Thanks John. I'm in Indiana in the zone 6 area. Here I think we get enough GDD to ripen anything but it's not consistent. In fact, I think we only hit about 3100 this past season. Besides the marginal hardiness my only other concern is if the grapes can develop their characteristics properly. I haven't had a chance to talk to him about it but there is a winery a few miles due west of me. He has cab franc and it seems to survive pretty well except a few winters ago when we got down to -22 which is rather rare. It was a record year. He only makes desert wine from it. Which, and I'm not knocking his style choice, but causes me some concern. Because I know he's a fan of dry, full reds, it makes me wonder if his cab franc can't ripen properly and develop its characteristics properly.


----------



## ceeaton (Nov 6, 2016)

I have a Dornfelder from last Fall aging, actually might bottle 3 gallons of it tonight (have a 5 and 3 gallon carboy and oaked each a bit differently as a learning tool). I made it dry (I know most German versions are off dry to semi-sweet) and it definitely has a good body/mouthfeel and a color that would make a great red dye (extremely dark). I think it can take quite a bit of oak, that's why I'm experimenting with it. 

I got the grapes initially from a vineyard just South of me in Southern PA (we are zone 6b here, rarely go below -5*F in the Winter, and if we do it might be for a day or two tops). They tend to ripen with a low brix, the vineyard operator says 18-20 brix is normal. I boosted the SG with a simple syrup, but you can't tell it is watered down at all since it is such a strong, heavy grape. Also he harvested them about mid-September, so I think they are an mid season red around here. 

I'd be willing to send you a 375ml bottle from what I bottle tonight if you'd like to sample it, just PM me your information, I'll send it once I get paid on Wednesday (assuming I bottle it tonight, I'm losing interest at this point, surfing and beer are dominating my evening).


----------



## Pat57 (Nov 9, 2016)

I'm growing Zweigelt, Dornfelder and Cab Franc on a low wire VSP. Not sure if they will produce well here or not, but I'm giving them a try.

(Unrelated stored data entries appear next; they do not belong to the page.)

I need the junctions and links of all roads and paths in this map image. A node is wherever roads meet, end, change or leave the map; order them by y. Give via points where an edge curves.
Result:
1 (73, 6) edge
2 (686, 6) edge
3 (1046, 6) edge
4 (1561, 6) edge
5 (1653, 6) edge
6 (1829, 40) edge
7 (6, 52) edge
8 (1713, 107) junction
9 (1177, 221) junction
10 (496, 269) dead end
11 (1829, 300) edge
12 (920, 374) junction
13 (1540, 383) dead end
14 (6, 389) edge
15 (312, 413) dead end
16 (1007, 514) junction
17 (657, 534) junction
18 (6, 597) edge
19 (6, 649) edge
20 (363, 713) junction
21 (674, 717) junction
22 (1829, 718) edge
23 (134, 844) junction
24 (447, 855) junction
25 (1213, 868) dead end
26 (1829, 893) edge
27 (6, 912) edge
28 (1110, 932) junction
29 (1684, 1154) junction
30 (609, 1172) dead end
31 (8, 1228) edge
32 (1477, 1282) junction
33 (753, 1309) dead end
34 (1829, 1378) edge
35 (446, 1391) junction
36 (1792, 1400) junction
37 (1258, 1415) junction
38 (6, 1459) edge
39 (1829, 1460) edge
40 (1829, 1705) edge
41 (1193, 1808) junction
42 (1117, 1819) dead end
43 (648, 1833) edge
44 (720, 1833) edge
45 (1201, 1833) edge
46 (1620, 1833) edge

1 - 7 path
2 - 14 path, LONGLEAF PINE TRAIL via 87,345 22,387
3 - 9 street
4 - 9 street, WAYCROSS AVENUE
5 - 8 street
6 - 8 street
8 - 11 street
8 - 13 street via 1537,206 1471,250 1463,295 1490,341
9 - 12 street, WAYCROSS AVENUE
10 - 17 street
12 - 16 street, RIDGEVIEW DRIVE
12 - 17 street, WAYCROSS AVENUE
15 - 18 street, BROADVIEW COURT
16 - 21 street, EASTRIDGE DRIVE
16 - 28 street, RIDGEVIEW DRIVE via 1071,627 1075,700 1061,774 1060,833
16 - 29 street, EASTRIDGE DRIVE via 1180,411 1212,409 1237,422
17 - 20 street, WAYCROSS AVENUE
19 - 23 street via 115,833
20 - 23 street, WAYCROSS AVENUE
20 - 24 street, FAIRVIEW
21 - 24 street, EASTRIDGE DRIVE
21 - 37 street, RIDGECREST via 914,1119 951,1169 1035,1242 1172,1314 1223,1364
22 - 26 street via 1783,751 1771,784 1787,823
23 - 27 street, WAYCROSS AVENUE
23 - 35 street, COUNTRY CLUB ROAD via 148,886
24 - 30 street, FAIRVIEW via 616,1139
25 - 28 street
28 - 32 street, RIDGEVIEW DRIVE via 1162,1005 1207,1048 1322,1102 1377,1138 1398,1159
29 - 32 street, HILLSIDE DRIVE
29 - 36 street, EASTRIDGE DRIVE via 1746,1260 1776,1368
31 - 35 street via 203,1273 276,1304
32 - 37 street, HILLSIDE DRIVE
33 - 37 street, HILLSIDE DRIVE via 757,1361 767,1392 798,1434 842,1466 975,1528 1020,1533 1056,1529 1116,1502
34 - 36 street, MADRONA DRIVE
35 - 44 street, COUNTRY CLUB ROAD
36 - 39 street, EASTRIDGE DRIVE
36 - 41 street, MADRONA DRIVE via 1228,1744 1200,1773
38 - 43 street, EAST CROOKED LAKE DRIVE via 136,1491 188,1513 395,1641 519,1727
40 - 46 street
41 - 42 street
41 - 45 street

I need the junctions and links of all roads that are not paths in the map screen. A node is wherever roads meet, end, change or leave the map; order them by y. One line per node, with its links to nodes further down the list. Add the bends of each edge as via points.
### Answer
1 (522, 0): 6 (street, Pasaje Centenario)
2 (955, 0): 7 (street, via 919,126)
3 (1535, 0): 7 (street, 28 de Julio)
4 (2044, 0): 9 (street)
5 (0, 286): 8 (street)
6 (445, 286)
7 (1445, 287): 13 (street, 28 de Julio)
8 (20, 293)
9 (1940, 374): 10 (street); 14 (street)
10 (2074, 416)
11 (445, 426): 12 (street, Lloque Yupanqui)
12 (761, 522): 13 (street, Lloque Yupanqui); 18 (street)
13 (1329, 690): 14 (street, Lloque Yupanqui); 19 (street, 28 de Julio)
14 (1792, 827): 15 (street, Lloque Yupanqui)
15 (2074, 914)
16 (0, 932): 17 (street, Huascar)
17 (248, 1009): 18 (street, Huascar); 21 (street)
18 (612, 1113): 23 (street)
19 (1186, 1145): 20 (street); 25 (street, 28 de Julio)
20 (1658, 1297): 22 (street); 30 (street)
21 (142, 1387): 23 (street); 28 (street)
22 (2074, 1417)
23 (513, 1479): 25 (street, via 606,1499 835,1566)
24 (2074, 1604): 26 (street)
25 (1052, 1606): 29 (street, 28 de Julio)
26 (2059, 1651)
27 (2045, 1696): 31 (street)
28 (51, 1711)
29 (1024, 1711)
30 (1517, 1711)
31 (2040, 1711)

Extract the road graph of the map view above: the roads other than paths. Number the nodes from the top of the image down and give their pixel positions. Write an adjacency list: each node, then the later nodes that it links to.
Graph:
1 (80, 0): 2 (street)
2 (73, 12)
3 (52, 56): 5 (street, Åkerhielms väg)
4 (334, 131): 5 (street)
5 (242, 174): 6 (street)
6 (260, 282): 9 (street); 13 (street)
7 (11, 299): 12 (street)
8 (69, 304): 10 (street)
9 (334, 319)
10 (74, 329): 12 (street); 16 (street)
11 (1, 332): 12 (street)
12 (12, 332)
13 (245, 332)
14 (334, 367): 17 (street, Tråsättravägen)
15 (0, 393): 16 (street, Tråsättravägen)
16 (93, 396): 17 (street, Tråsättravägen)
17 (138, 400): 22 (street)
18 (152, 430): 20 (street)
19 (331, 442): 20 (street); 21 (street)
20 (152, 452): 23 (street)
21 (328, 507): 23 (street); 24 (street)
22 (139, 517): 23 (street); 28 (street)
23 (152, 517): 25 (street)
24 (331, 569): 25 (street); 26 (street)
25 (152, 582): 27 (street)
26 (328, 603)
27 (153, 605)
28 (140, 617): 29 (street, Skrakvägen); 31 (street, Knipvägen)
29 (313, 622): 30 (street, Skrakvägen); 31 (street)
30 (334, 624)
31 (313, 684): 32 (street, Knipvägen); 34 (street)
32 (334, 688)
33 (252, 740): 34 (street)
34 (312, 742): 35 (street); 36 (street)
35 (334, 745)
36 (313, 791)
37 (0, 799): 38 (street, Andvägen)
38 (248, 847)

I'll be covering the vines with snow in the winter. I live in Upper Michigan


----------



## marquettematt (Nov 9, 2016)

Pat57 said:


> I'm growing Zweigelt, Dornfelder and Cab Franc on a low wire VSP. Not sure if they will produce well here or not, but I'm giving them a try. I'll be covering the vines with snow in the winter. I live in Upper Michigan



From what I've read, if they survive, zweigelt and dornfelder ought to do fairly well but the growing season on cab franc may be a bit of a stretch for your location. Good luck! If you succeed, please share!


----------